Looking at the listing below, how many lines include "nodes"? Answer with the number only.

**Records for processing**
- - - -

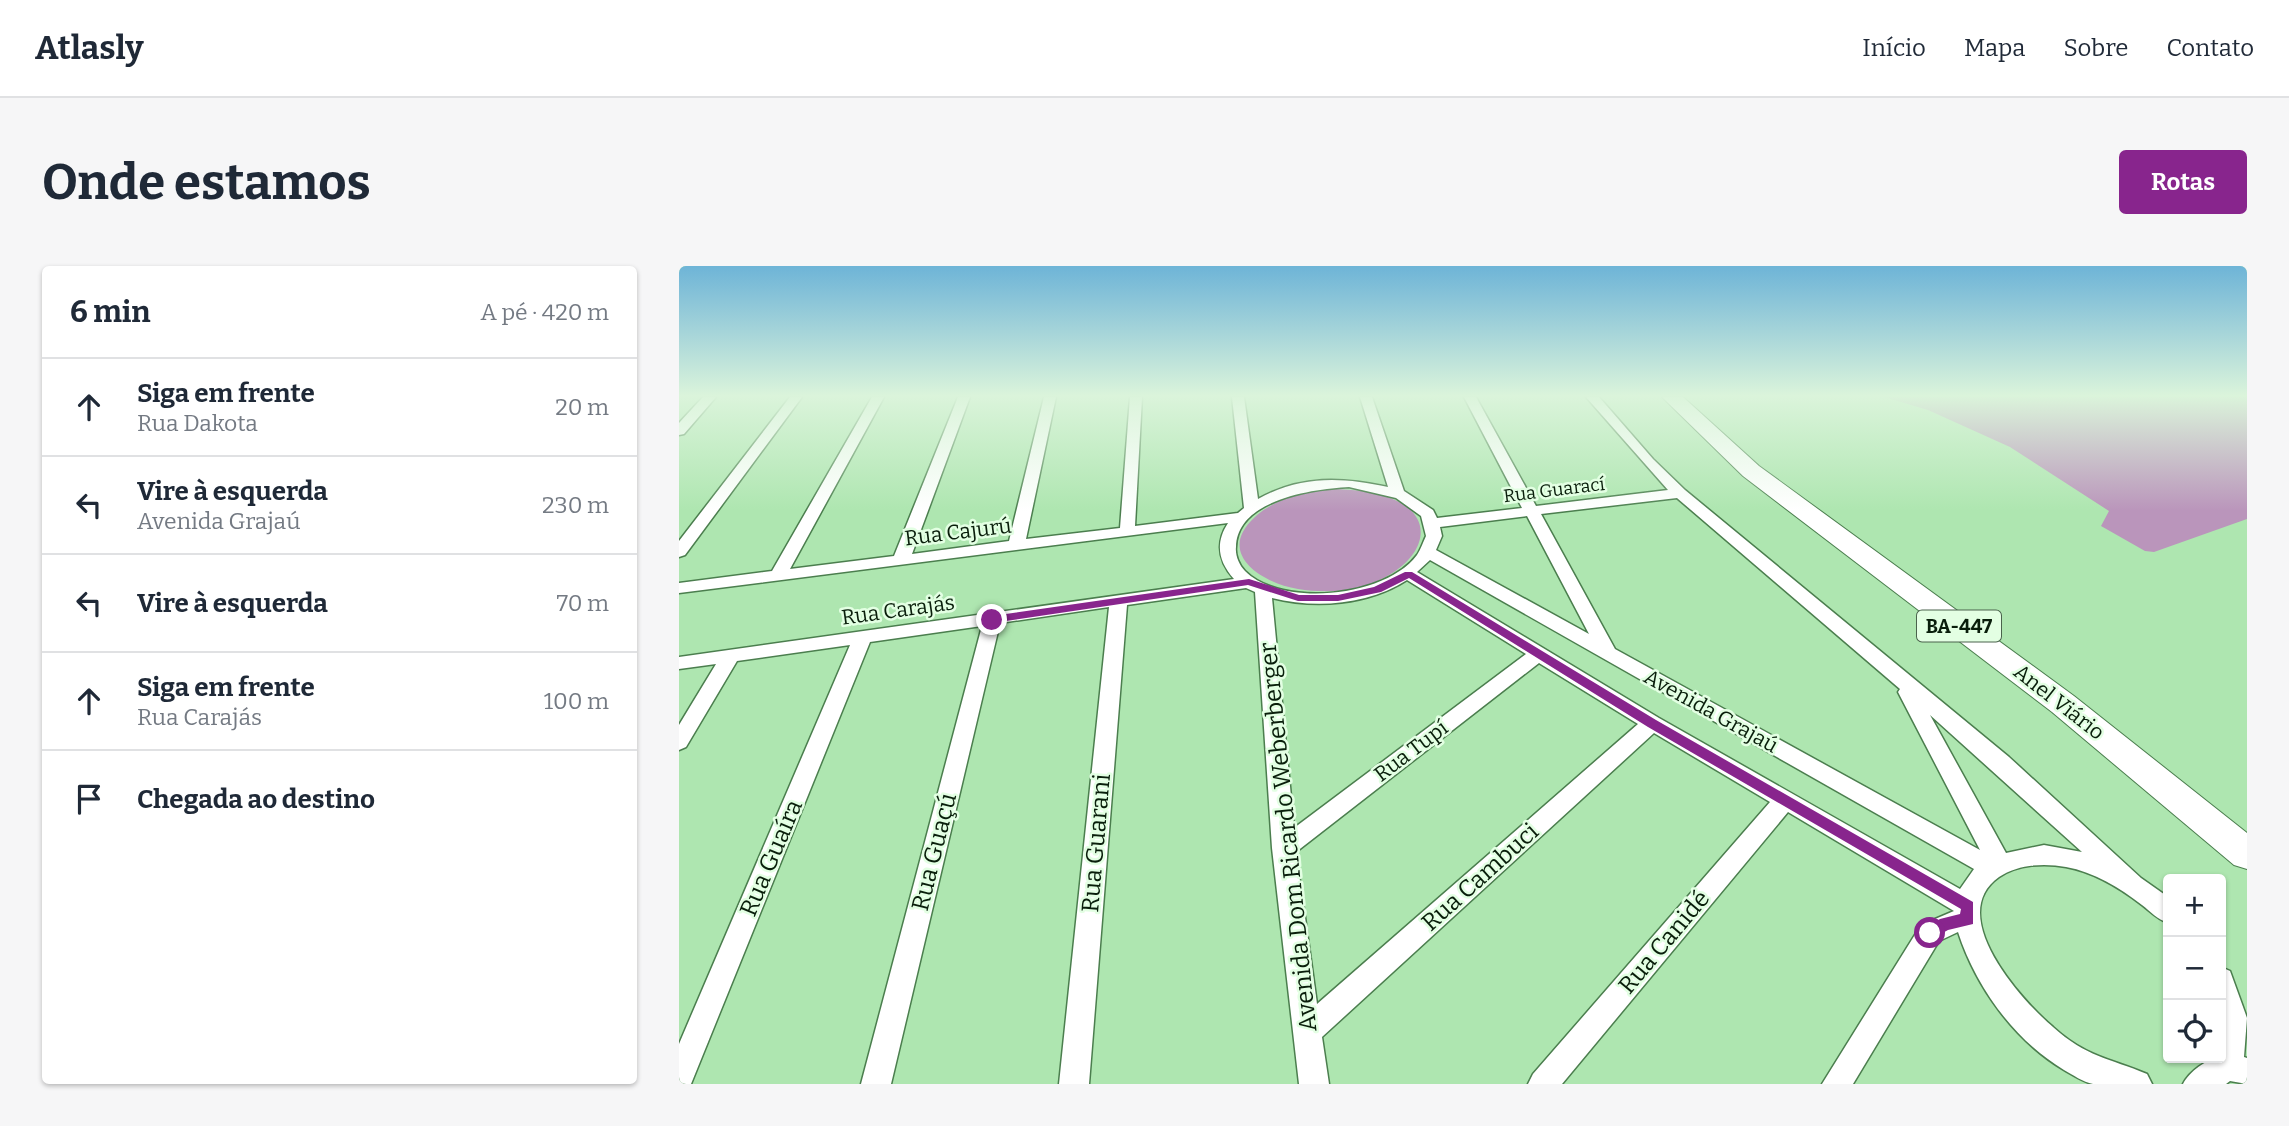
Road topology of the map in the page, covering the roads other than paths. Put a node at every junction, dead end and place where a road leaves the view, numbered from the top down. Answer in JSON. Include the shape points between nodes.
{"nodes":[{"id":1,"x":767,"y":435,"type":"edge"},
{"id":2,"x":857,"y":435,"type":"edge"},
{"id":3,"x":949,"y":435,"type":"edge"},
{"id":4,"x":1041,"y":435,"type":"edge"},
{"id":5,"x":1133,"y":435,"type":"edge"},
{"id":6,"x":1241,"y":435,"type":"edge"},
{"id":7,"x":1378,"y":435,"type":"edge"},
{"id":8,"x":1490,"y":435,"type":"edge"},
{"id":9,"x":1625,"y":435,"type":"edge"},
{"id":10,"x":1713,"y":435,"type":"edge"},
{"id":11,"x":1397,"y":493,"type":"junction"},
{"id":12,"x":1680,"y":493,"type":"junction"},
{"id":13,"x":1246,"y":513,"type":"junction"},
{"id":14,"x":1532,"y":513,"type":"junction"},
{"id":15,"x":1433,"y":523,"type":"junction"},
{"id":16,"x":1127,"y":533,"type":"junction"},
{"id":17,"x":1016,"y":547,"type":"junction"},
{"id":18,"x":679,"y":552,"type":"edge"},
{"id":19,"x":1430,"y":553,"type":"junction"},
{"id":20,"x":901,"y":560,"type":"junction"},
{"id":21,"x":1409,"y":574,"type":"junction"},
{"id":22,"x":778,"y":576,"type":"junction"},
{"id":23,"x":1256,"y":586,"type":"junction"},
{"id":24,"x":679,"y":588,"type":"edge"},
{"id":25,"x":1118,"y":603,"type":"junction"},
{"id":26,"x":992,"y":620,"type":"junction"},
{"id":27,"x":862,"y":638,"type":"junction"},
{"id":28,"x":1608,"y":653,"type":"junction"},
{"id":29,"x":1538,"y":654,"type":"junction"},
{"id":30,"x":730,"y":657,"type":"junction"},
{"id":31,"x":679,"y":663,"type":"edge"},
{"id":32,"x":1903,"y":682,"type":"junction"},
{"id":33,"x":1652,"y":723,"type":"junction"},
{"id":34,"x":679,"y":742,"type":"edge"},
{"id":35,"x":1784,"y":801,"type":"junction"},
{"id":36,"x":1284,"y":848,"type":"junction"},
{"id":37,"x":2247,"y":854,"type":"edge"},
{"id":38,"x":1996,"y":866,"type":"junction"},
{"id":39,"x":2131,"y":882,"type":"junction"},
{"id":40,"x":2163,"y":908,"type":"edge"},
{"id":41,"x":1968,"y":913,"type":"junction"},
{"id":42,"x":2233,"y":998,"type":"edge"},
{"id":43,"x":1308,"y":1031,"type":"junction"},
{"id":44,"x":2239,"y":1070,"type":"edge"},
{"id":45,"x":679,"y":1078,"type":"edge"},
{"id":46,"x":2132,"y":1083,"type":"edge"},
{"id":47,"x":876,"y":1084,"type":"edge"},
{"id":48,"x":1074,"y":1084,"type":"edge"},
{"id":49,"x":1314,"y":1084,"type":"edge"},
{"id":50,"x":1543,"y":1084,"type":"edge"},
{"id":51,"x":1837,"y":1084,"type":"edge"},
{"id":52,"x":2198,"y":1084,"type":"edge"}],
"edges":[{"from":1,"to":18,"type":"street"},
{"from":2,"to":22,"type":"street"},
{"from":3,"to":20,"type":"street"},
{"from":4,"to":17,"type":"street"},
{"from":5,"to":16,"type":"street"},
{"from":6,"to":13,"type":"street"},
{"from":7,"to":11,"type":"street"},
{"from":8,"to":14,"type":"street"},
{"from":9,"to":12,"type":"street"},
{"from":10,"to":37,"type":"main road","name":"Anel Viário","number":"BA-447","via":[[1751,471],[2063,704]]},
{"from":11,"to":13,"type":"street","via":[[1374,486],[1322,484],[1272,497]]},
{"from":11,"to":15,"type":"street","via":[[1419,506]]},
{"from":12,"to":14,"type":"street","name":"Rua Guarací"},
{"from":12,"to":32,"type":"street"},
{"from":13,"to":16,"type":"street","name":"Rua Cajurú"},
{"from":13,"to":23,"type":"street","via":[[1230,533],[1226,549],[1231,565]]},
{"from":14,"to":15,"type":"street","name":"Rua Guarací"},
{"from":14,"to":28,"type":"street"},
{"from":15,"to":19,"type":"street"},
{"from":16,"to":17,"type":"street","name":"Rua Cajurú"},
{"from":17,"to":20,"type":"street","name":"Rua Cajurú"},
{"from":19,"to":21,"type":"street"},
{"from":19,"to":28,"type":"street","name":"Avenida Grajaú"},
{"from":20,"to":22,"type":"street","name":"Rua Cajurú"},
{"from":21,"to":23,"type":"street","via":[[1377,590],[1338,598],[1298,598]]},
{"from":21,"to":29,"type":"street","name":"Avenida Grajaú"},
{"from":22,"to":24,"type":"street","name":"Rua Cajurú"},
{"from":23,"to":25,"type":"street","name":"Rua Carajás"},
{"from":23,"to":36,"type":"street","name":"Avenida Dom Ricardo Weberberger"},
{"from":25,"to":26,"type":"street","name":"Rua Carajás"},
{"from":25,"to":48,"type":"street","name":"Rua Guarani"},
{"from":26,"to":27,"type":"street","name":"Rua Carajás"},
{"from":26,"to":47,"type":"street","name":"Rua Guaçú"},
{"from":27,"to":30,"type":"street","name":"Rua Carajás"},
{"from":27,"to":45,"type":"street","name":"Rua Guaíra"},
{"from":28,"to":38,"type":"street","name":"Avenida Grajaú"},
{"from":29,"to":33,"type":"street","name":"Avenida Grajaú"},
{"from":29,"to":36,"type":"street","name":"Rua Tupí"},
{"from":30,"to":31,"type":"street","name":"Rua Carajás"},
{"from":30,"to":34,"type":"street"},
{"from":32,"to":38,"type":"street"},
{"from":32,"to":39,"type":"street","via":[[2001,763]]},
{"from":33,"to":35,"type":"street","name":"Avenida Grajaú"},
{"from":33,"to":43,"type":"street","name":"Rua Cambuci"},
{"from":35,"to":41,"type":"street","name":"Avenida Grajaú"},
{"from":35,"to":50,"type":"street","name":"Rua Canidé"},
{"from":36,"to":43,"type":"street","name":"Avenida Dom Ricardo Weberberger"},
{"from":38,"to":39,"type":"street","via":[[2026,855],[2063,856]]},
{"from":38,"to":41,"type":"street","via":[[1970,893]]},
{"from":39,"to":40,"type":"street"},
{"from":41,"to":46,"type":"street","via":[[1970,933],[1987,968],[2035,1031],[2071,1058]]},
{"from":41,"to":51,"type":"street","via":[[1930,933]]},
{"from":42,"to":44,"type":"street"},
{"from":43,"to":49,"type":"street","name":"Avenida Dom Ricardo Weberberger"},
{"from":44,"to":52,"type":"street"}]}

- - - -

**Solved exercise**
2